## Problem
Transcribe the full listing exactly, and drop every picture.

[Start of Attachment]

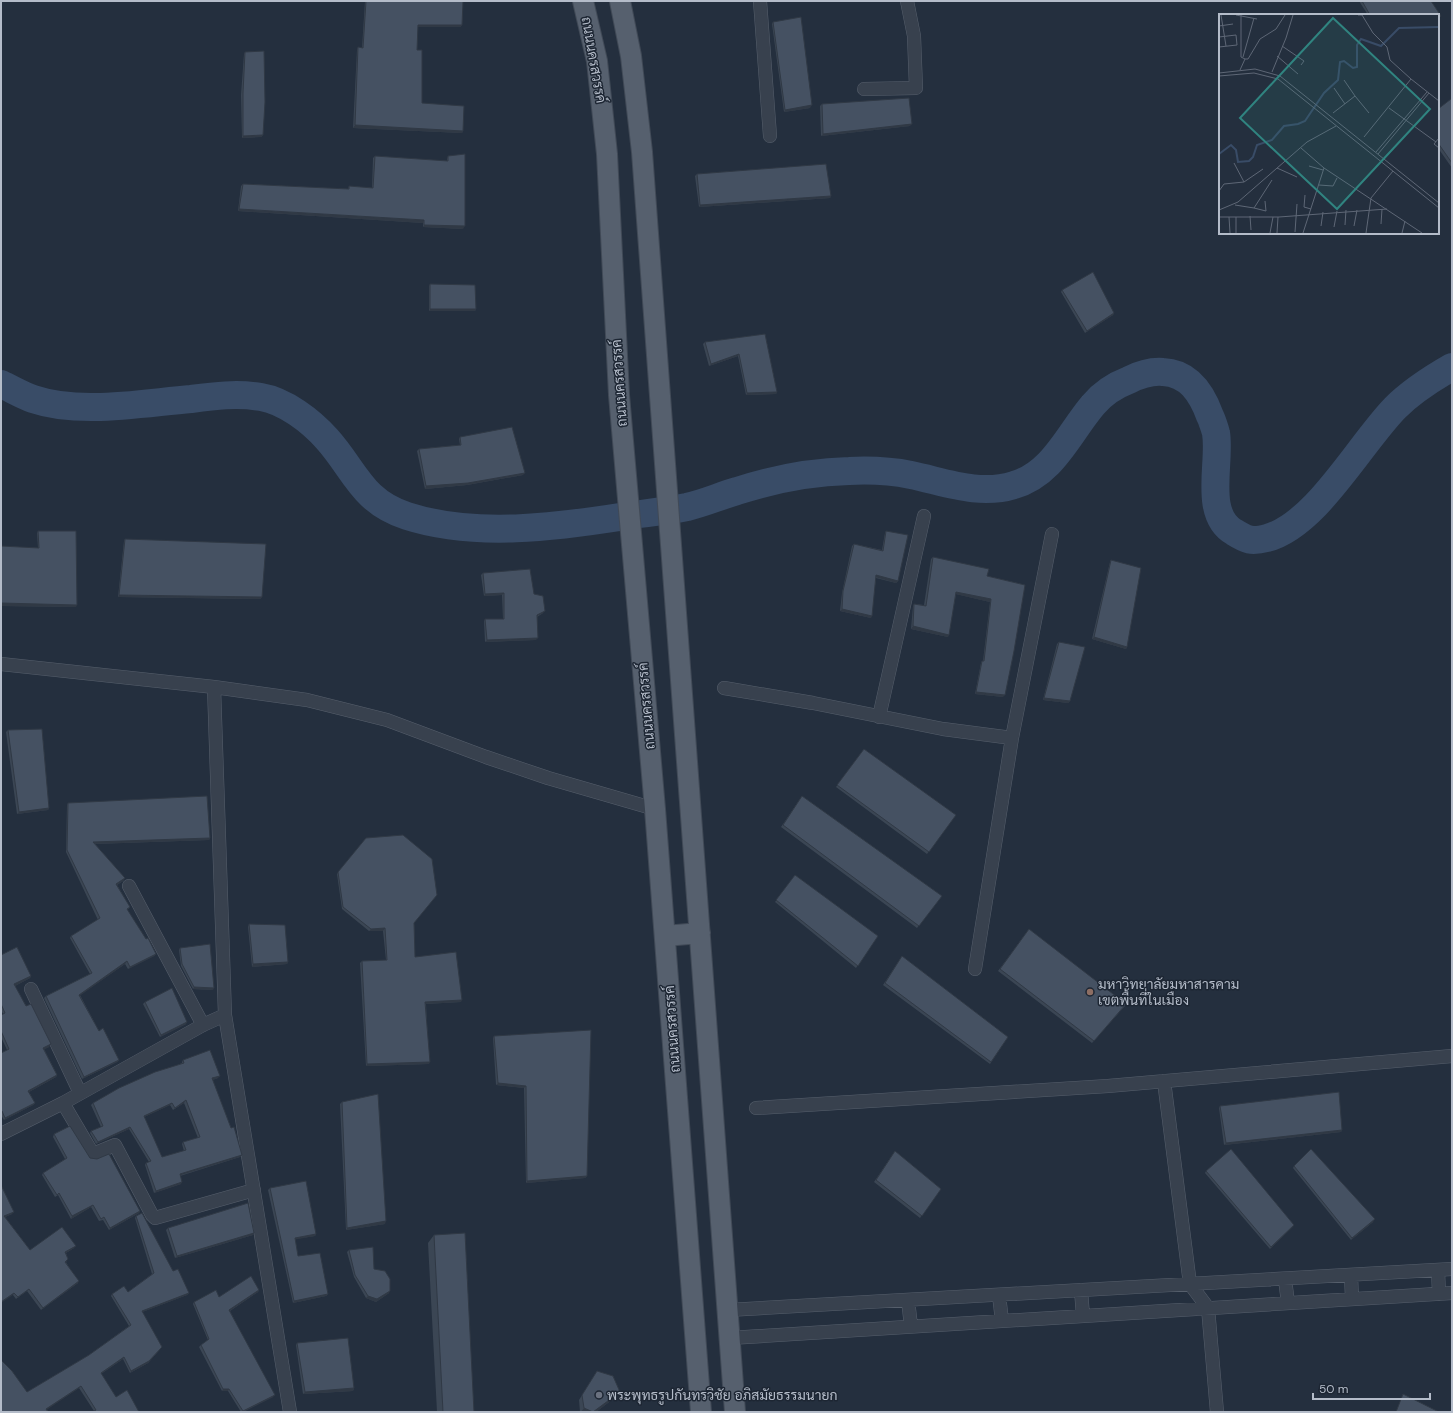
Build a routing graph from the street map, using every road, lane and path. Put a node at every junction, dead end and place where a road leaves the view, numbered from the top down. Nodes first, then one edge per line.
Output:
1 (583, 1) edge
2 (620, 1) edge
3 (760, 1) edge
4 (907, 1) edge
5 (864, 89) dead end
6 (770, 136) dead end
7 (924, 516) dead end
8 (1052, 534) dead end
9 (1, 664) edge
10 (214, 687) junction
11 (724, 688) dead end
12 (879, 717) junction
13 (1012, 738) junction
14 (656, 809) junction
15 (129, 886) dead end
16 (700, 933) junction
17 (665, 936) junction
18 (975, 969) dead end
19 (31, 988) dead end
20 (225, 1015) junction
21 (203, 1025) junction
22 (1452, 1056) edge
23 (1164, 1081) junction
24 (80, 1093) junction
25 (63, 1103) junction
26 (756, 1108) dead end
27 (1, 1134) edge
28 (254, 1190) junction
29 (1452, 1269) edge
30 (1438, 1270) junction
31 (1351, 1275) junction
32 (1286, 1279) junction
33 (1190, 1284) junction
34 (1081, 1290) junction
35 (1452, 1293) edge
36 (1439, 1294) junction
37 (999, 1295) junction
38 (1352, 1299) junction
39 (908, 1300) junction
40 (1288, 1303) junction
41 (1208, 1308) junction
42 (728, 1310) junction
43 (1083, 1316) junction
44 (1002, 1321) junction
45 (911, 1326) junction
46 (730, 1338) junction
47 (290, 1412) edge
48 (701, 1412) edge
49 (735, 1412) edge
50 (1217, 1412) edge

1 - 14 main road, ถนนนครสวรรค์
2 - 16 main road
3 - 6 street
4 - 5 street
7 - 12 street
8 - 13 street
9 - 10 street
10 - 14 street
10 - 20 street
11 - 12 street
12 - 13 street
13 - 18 street
14 - 17 main road, ถนนนครสวรรค์
15 - 21 street
16 - 17 main road
16 - 42 main road
17 - 48 main road, ถนนนครสวรรค์
19 - 24 street
20 - 21 street
20 - 28 street
21 - 24 street
22 - 23 street
23 - 26 street
23 - 33 street
24 - 25 street
25 - 27 street
25 - 28 street
28 - 47 street
29 - 30 street
30 - 31 street
30 - 36 street
31 - 32 street
31 - 38 street
32 - 33 street
32 - 40 street
33 - 34 street
33 - 41 street
34 - 37 street
34 - 43 street
35 - 36 street
36 - 38 street
37 - 39 street
37 - 44 street
38 - 40 street
39 - 42 street
39 - 45 street
40 - 41 street
41 - 43 street
41 - 50 street
42 - 46 main road
43 - 44 street
44 - 45 street
45 - 46 street
46 - 49 main road

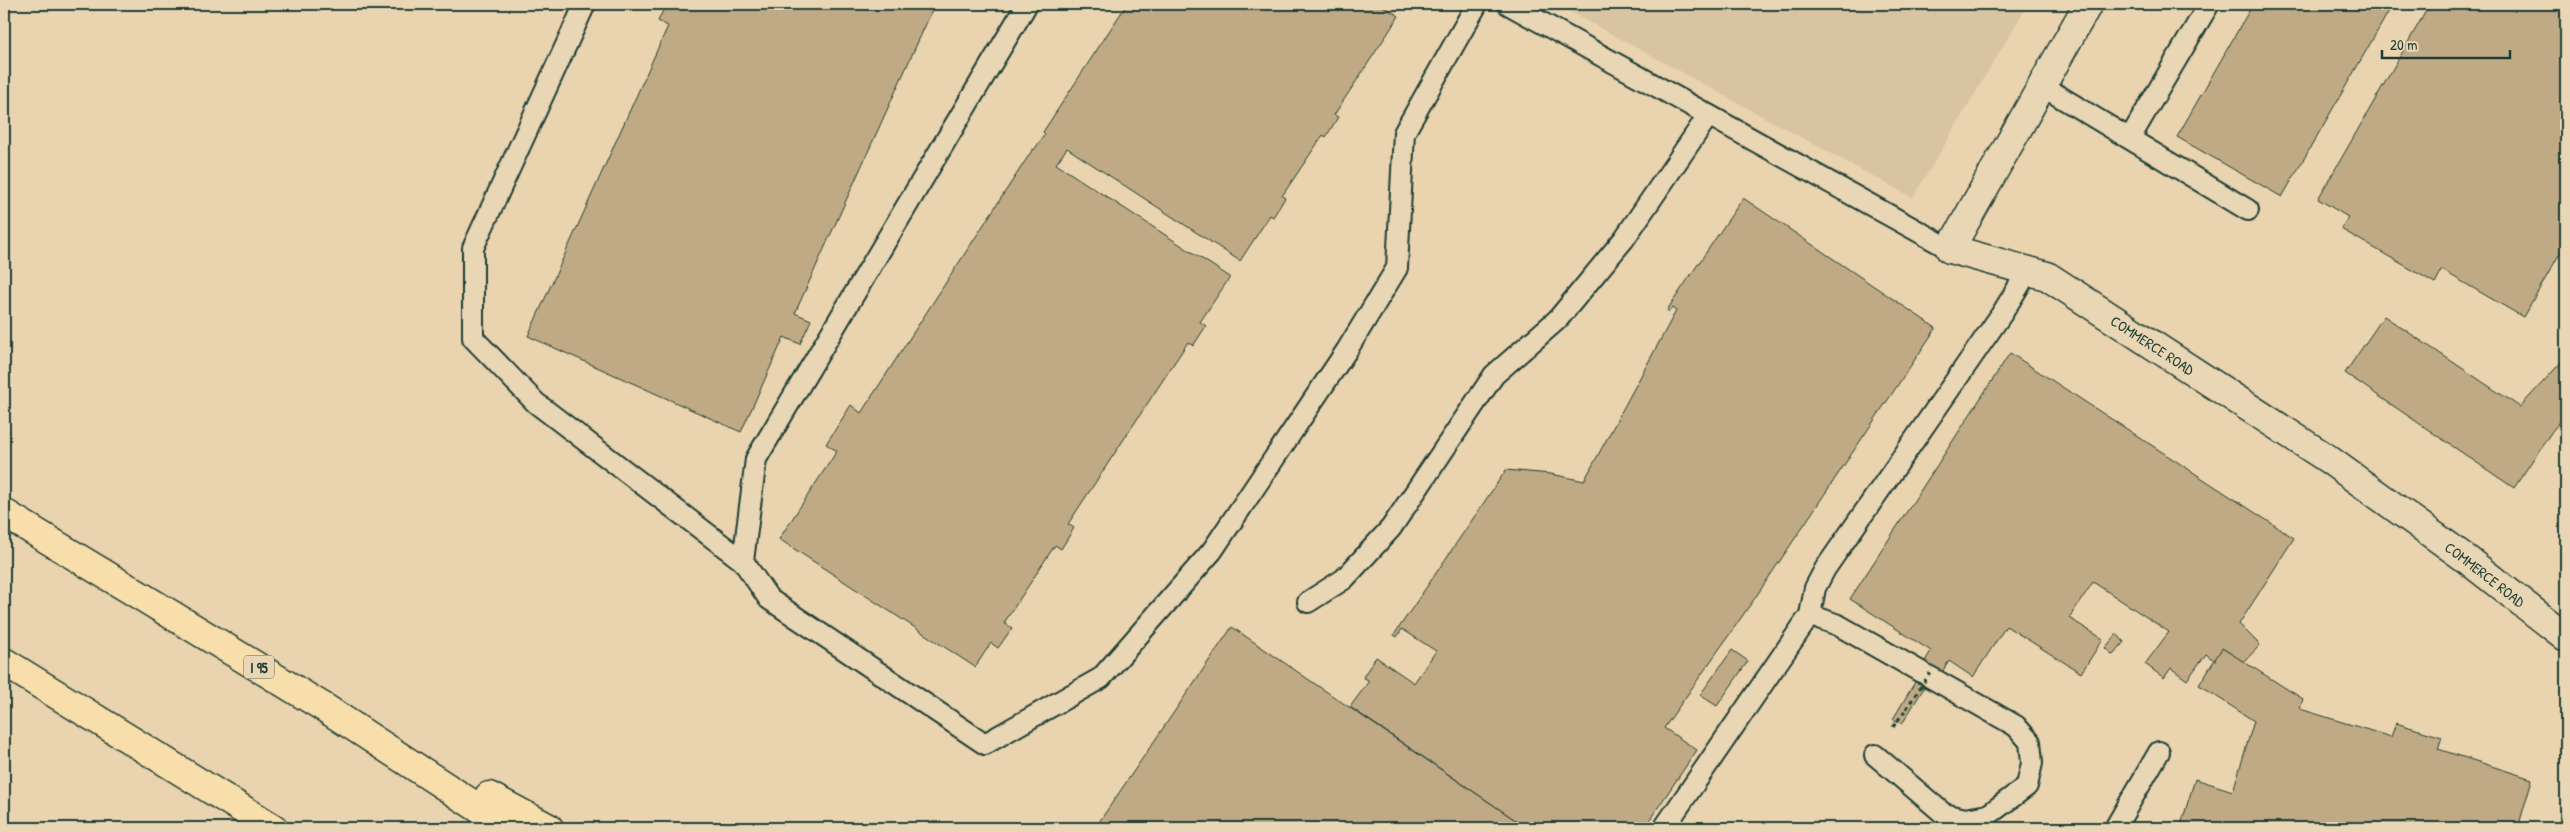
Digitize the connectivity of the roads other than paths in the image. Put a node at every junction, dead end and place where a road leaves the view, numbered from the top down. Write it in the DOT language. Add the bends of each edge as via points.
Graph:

[End of Attachment]

## Completed exercise
Build a routing graph from the street map, using every road, lane and path. Put a node at every junction, dead end and place where a road leaves the view, numbered from the top down. Nodes first, then one edge per line.
Output:
1 (583, 1) edge
2 (620, 1) edge
3 (760, 1) edge
4 (907, 1) edge
5 (864, 89) dead end
6 (770, 136) dead end
7 (924, 516) dead end
8 (1052, 534) dead end
9 (1, 664) edge
10 (214, 687) junction
11 (724, 688) dead end
12 (879, 717) junction
13 (1012, 738) junction
14 (656, 809) junction
15 (129, 886) dead end
16 (700, 933) junction
17 (665, 936) junction
18 (975, 969) dead end
19 (31, 988) dead end
20 (225, 1015) junction
21 (203, 1025) junction
22 (1452, 1056) edge
23 (1164, 1081) junction
24 (80, 1093) junction
25 (63, 1103) junction
26 (756, 1108) dead end
27 (1, 1134) edge
28 (254, 1190) junction
29 (1452, 1269) edge
30 (1438, 1270) junction
31 (1351, 1275) junction
32 (1286, 1279) junction
33 (1190, 1284) junction
34 (1081, 1290) junction
35 (1452, 1293) edge
36 (1439, 1294) junction
37 (999, 1295) junction
38 (1352, 1299) junction
39 (908, 1300) junction
40 (1288, 1303) junction
41 (1208, 1308) junction
42 (728, 1310) junction
43 (1083, 1316) junction
44 (1002, 1321) junction
45 (911, 1326) junction
46 (730, 1338) junction
47 (290, 1412) edge
48 (701, 1412) edge
49 (735, 1412) edge
50 (1217, 1412) edge

1 - 14 main road, ถนนนครสวรรค์
2 - 16 main road
3 - 6 street
4 - 5 street
7 - 12 street
8 - 13 street
9 - 10 street
10 - 14 street
10 - 20 street
11 - 12 street
12 - 13 street
13 - 18 street
14 - 17 main road, ถนนนครสวรรค์
15 - 21 street
16 - 17 main road
16 - 42 main road
17 - 48 main road, ถนนนครสวรรค์
19 - 24 street
20 - 21 street
20 - 28 street
21 - 24 street
22 - 23 street
23 - 26 street
23 - 33 street
24 - 25 street
25 - 27 street
25 - 28 street
28 - 47 street
29 - 30 street
30 - 31 street
30 - 36 street
31 - 32 street
31 - 38 street
32 - 33 street
32 - 40 street
33 - 34 street
33 - 41 street
34 - 37 street
34 - 43 street
35 - 36 street
36 - 38 street
37 - 39 street
37 - 44 street
38 - 40 street
39 - 42 street
39 - 45 street
40 - 41 street
41 - 43 street
41 - 50 street
42 - 46 main road
43 - 44 street
44 - 45 street
45 - 46 street
46 - 49 main road

Digitize the connectivity of the roads other than paths in the image. Put a node at every junction, dead end and place where a road leaves the view, numbered from the top down. Write it in the DOT language. Add the bends of each edge as via points.
Graph:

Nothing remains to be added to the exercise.